For each line in the data that includes "their", make a copy.

(Beginning of Given records)

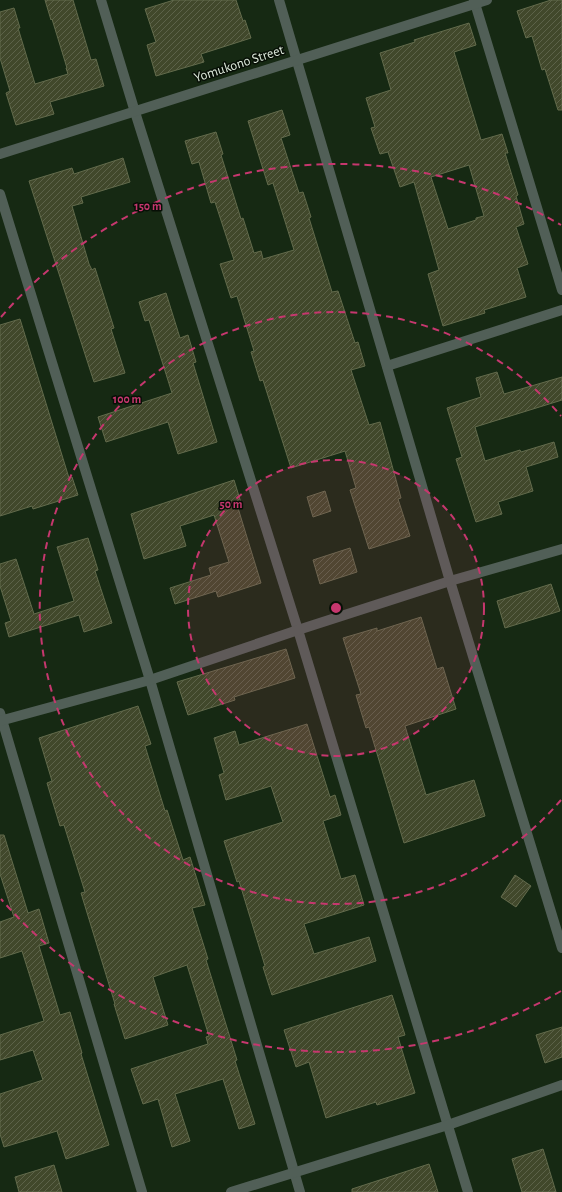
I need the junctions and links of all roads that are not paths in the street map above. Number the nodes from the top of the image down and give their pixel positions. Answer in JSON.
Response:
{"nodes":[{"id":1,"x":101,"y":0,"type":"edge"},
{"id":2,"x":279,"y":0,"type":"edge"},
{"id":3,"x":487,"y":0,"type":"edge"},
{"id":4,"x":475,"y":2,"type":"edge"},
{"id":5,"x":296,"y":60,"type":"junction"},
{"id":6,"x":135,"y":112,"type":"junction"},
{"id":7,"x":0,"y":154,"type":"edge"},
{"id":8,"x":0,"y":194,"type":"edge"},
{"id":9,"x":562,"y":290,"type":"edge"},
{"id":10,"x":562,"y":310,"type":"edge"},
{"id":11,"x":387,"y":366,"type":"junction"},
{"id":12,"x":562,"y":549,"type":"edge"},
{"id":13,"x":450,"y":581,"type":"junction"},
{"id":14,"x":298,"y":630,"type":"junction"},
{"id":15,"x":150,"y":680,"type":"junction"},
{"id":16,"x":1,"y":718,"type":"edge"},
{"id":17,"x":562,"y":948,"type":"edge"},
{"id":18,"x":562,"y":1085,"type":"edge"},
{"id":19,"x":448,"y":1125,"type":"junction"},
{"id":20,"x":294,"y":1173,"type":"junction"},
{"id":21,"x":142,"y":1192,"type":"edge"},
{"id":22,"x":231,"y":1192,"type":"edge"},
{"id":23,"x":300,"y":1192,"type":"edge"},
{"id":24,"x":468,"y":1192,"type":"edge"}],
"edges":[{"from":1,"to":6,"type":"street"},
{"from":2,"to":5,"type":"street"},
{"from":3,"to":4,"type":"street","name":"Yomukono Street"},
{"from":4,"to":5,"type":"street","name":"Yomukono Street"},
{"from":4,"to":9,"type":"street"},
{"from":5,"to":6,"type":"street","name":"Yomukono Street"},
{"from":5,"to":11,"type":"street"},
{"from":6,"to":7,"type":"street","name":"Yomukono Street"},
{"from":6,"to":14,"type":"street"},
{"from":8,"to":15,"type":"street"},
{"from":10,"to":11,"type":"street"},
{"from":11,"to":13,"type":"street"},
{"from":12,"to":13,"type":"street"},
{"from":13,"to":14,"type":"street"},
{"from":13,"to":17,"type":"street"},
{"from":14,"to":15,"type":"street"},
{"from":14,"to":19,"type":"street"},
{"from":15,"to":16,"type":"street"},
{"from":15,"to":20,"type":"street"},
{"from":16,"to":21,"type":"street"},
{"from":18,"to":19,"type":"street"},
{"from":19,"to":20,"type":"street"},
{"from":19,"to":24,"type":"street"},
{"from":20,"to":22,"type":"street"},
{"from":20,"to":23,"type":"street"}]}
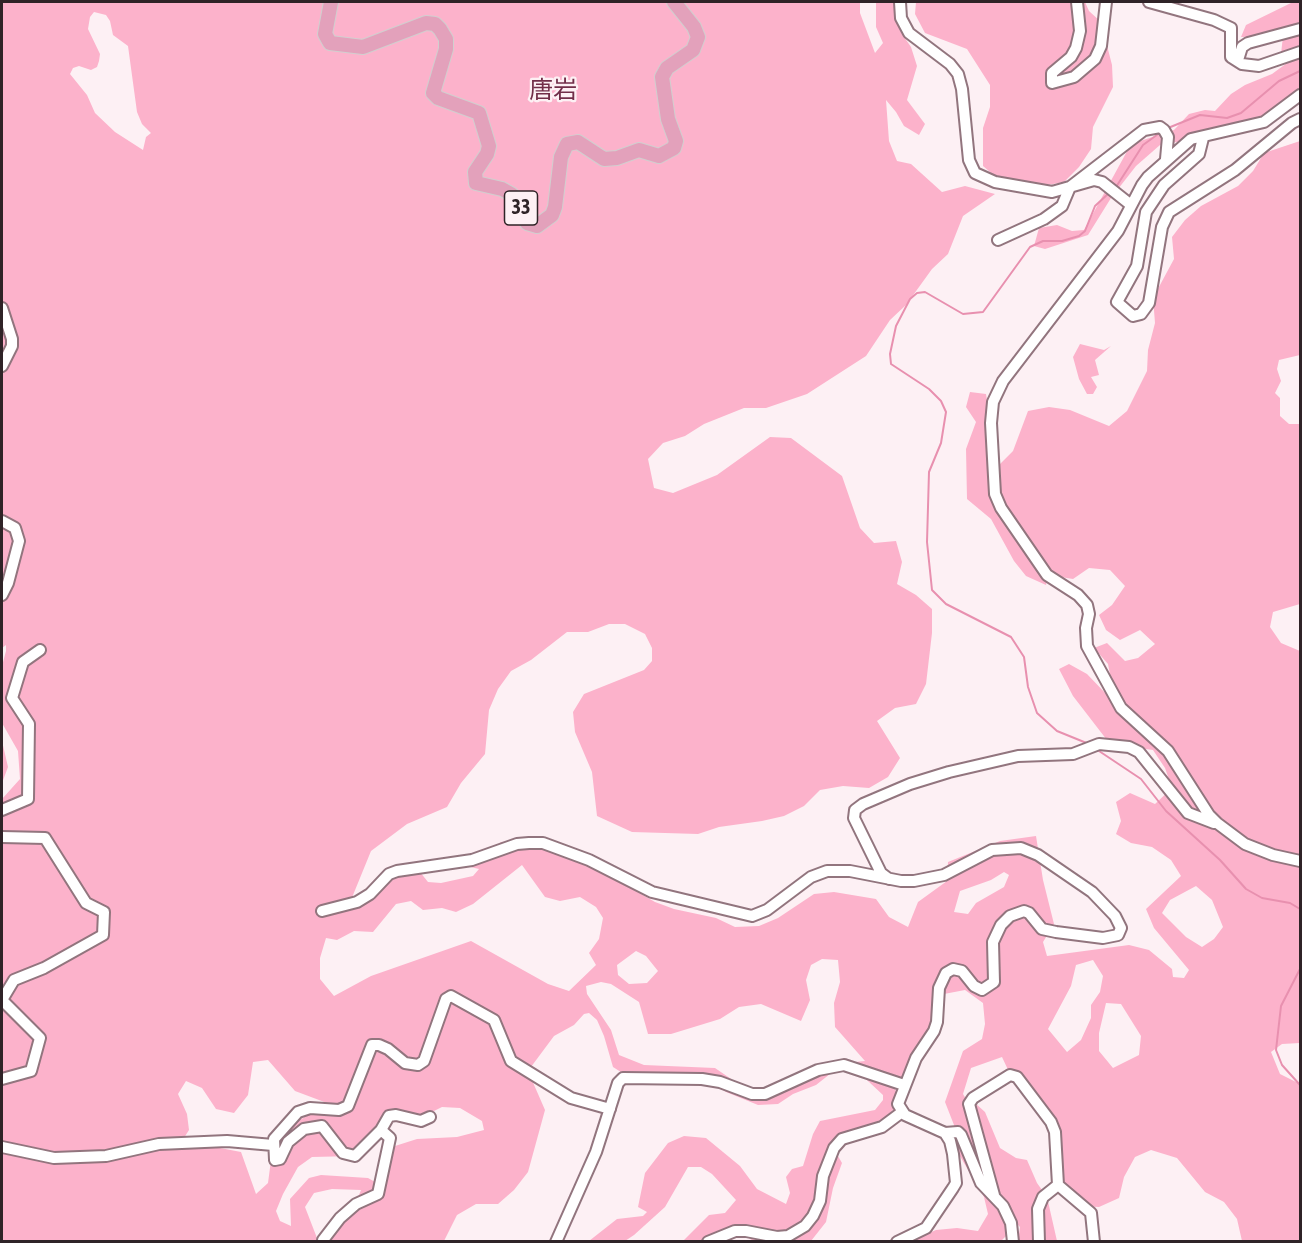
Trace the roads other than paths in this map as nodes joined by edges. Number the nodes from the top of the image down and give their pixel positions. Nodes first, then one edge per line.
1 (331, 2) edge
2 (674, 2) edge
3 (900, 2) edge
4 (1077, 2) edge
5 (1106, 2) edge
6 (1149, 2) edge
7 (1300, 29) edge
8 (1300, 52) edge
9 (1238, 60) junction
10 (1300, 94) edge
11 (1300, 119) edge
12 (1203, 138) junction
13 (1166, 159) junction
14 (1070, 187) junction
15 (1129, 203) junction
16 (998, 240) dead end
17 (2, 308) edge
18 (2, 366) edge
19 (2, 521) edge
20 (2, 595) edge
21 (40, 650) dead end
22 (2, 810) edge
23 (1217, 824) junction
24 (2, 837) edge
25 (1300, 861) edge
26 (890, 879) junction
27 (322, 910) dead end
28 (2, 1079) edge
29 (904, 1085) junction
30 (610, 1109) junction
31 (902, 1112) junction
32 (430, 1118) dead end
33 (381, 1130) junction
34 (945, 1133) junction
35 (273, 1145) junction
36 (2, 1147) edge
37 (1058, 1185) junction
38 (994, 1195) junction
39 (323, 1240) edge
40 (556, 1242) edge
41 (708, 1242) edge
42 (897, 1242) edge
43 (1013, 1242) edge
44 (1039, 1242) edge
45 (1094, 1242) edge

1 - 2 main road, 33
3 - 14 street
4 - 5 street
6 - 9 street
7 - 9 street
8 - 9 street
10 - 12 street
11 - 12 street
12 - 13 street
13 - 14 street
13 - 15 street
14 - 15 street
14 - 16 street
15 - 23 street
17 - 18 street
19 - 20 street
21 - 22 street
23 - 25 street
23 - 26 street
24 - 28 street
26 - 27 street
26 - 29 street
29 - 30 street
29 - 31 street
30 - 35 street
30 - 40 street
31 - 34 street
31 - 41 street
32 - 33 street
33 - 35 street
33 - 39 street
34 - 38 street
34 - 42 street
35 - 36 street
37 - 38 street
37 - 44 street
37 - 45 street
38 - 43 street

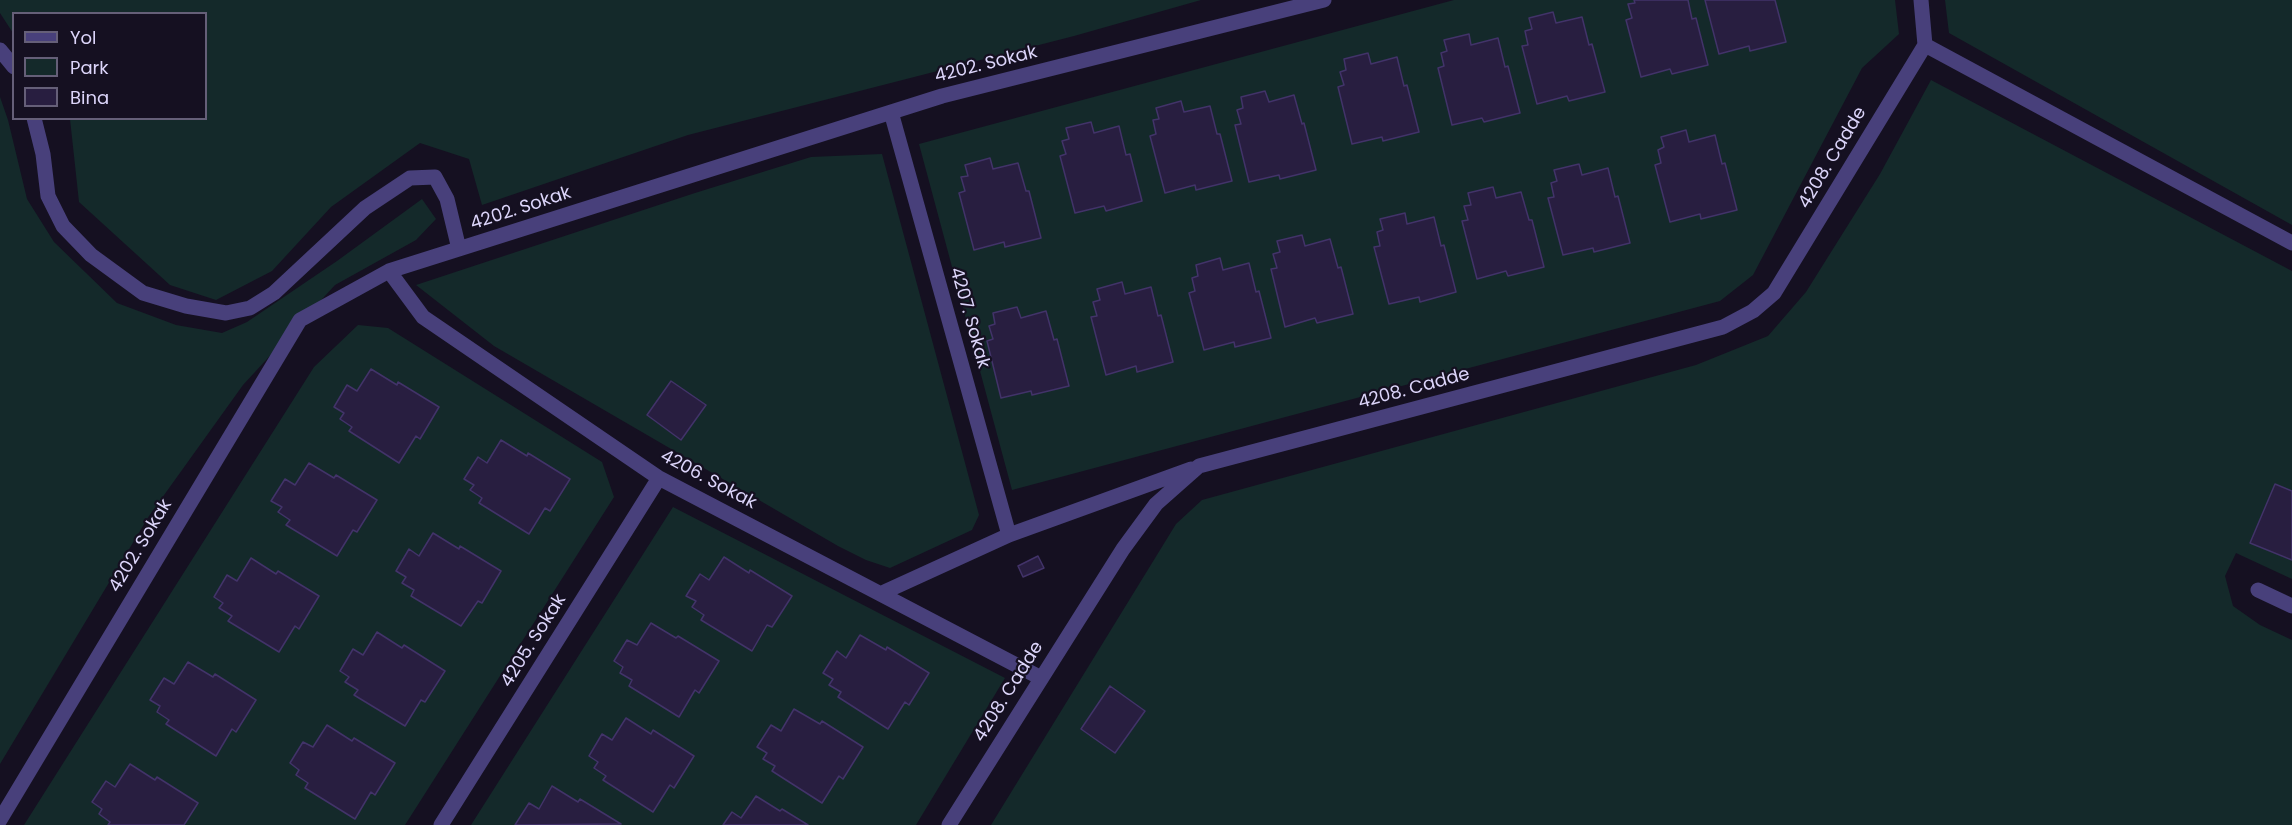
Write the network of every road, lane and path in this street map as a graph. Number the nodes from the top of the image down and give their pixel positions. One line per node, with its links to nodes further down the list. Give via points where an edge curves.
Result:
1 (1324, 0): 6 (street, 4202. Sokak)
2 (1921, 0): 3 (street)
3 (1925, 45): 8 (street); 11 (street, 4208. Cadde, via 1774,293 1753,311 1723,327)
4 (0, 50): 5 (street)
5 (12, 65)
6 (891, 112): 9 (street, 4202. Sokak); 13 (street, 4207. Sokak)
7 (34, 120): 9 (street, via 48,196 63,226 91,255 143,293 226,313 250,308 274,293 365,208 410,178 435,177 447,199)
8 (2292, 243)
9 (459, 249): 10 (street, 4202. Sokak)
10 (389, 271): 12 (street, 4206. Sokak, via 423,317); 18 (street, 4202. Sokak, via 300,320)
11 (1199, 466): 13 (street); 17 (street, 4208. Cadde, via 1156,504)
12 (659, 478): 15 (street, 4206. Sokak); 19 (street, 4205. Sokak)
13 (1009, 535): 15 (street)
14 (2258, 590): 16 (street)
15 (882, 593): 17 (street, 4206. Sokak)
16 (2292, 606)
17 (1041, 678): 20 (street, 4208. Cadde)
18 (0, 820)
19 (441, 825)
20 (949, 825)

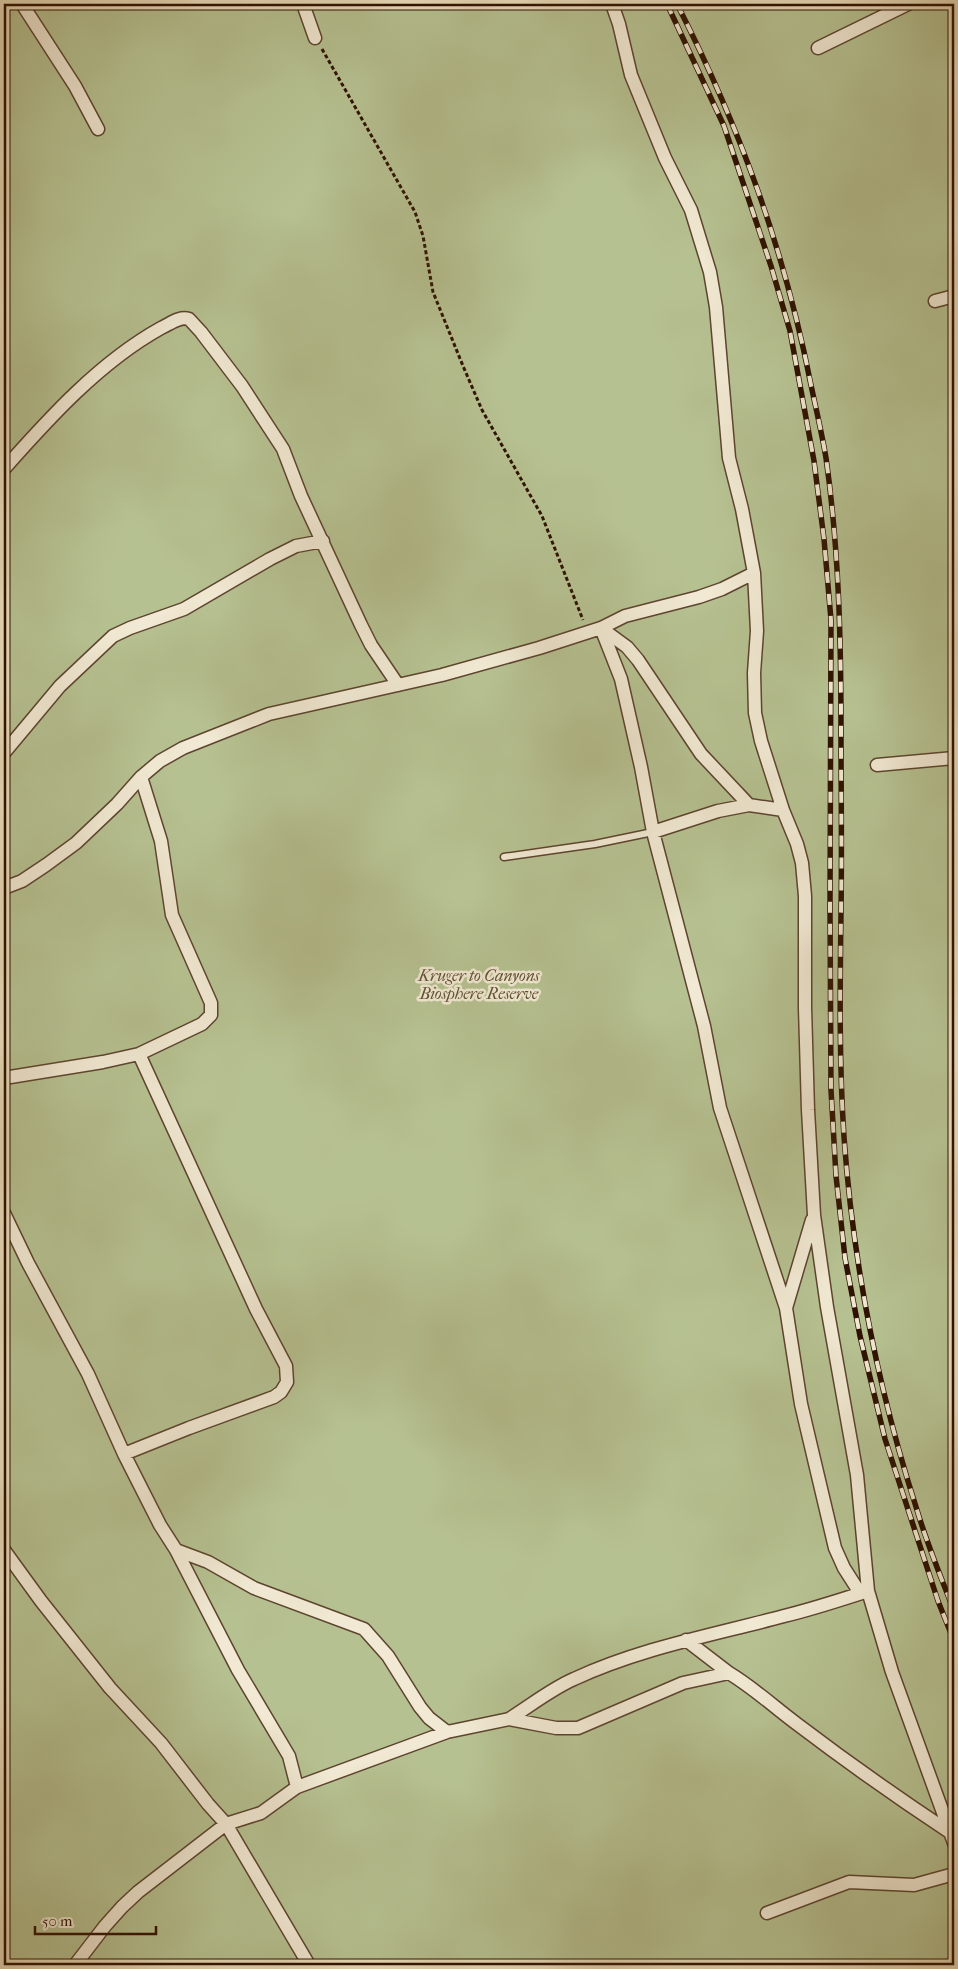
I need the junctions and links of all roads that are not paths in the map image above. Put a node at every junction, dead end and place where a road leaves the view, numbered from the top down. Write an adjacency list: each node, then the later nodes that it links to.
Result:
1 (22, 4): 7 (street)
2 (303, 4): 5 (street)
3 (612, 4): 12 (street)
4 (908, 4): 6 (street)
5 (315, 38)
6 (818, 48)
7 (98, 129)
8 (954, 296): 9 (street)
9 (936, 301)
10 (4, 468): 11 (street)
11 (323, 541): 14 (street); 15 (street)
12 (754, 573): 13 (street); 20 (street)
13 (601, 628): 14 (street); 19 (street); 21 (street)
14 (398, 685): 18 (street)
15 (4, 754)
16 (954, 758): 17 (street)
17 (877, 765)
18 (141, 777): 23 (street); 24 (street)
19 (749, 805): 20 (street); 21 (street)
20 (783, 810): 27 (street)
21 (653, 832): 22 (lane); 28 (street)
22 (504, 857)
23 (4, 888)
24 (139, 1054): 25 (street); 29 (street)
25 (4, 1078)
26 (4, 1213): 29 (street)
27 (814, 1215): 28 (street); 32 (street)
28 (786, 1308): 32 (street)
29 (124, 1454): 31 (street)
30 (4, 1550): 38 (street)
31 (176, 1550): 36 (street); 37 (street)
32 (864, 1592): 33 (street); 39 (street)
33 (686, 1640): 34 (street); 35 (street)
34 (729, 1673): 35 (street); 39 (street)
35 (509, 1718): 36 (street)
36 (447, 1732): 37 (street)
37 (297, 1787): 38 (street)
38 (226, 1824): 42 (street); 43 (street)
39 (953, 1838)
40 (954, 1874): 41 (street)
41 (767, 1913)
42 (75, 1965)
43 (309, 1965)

(End of Given records)

*Response to the exercise*
I need the junctions and links of all roads that are not paths in the street map above. Number the nodes from the top of the image down and give their pixel positions. Answer in JSON.
Trace the roads other than paths in this map as nodes joined by edges. Number the nodes from the top of the image down and give their pixel positions. Nodes first, then one edge per line.
Write the network of every road, lane and path in this street map as a graph. Number the nodes from the top of the image down and give their pixel positions. One line per node, with its links to nodes further down the list. Give via points where an edge curves.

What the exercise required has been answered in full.